Please write out every record below exactly as it stands.

## Saved entries
- Opening Delimiter -

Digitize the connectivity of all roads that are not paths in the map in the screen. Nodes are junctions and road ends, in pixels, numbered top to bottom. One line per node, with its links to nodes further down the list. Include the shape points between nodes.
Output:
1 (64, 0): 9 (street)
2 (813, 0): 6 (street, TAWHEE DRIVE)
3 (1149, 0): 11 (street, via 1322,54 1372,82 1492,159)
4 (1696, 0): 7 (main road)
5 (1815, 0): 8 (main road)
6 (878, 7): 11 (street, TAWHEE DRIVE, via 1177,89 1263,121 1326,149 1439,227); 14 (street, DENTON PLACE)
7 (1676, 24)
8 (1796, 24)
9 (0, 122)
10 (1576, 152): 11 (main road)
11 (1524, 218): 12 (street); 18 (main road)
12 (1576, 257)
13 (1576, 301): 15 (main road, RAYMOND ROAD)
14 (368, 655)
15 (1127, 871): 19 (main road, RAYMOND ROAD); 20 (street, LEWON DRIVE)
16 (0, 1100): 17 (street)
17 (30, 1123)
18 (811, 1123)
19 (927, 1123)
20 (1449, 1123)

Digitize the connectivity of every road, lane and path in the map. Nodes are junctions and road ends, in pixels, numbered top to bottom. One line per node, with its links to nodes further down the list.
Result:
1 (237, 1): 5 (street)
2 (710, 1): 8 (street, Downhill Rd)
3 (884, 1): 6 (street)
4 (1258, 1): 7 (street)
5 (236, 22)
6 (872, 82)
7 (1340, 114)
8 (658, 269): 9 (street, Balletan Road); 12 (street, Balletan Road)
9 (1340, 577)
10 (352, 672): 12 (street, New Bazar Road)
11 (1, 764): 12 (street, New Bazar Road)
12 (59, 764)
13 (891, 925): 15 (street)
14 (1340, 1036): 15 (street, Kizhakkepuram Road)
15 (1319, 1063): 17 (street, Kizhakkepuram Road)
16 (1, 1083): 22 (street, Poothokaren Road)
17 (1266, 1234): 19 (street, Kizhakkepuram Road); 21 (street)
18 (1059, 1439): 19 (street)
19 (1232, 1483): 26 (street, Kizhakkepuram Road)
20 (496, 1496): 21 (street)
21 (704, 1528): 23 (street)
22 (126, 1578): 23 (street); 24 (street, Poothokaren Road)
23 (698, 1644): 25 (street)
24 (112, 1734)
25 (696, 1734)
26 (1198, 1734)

- Closing Delimiter -

## Answer space
Digitize the connectivity of all roads that are not paths in the map in the screen. Nodes are junctions and road ends, in pixels, numbered top to bottom. One line per node, with its links to nodes further down the list. Include the shape points between nodes.
Output:
1 (64, 0): 9 (street)
2 (813, 0): 6 (street, TAWHEE DRIVE)
3 (1149, 0): 11 (street, via 1322,54 1372,82 1492,159)
4 (1696, 0): 7 (main road)
5 (1815, 0): 8 (main road)
6 (878, 7): 11 (street, TAWHEE DRIVE, via 1177,89 1263,121 1326,149 1439,227); 14 (street, DENTON PLACE)
7 (1676, 24)
8 (1796, 24)
9 (0, 122)
10 (1576, 152): 11 (main road)
11 (1524, 218): 12 (street); 18 (main road)
12 (1576, 257)
13 (1576, 301): 15 (main road, RAYMOND ROAD)
14 (368, 655)
15 (1127, 871): 19 (main road, RAYMOND ROAD); 20 (street, LEWON DRIVE)
16 (0, 1100): 17 (street)
17 (30, 1123)
18 (811, 1123)
19 (927, 1123)
20 (1449, 1123)

Digitize the connectivity of every road, lane and path in the map. Nodes are junctions and road ends, in pixels, numbered top to bottom. One line per node, with its links to nodes further down the list.
Result:
1 (237, 1): 5 (street)
2 (710, 1): 8 (street, Downhill Rd)
3 (884, 1): 6 (street)
4 (1258, 1): 7 (street)
5 (236, 22)
6 (872, 82)
7 (1340, 114)
8 (658, 269): 9 (street, Balletan Road); 12 (street, Balletan Road)
9 (1340, 577)
10 (352, 672): 12 (street, New Bazar Road)
11 (1, 764): 12 (street, New Bazar Road)
12 (59, 764)
13 (891, 925): 15 (street)
14 (1340, 1036): 15 (street, Kizhakkepuram Road)
15 (1319, 1063): 17 (street, Kizhakkepuram Road)
16 (1, 1083): 22 (street, Poothokaren Road)
17 (1266, 1234): 19 (street, Kizhakkepuram Road); 21 (street)
18 (1059, 1439): 19 (street)
19 (1232, 1483): 26 (street, Kizhakkepuram Road)
20 (496, 1496): 21 (street)
21 (704, 1528): 23 (street)
22 (126, 1578): 23 (street); 24 (street, Poothokaren Road)
23 (698, 1644): 25 (street)
24 (112, 1734)
25 (696, 1734)
26 (1198, 1734)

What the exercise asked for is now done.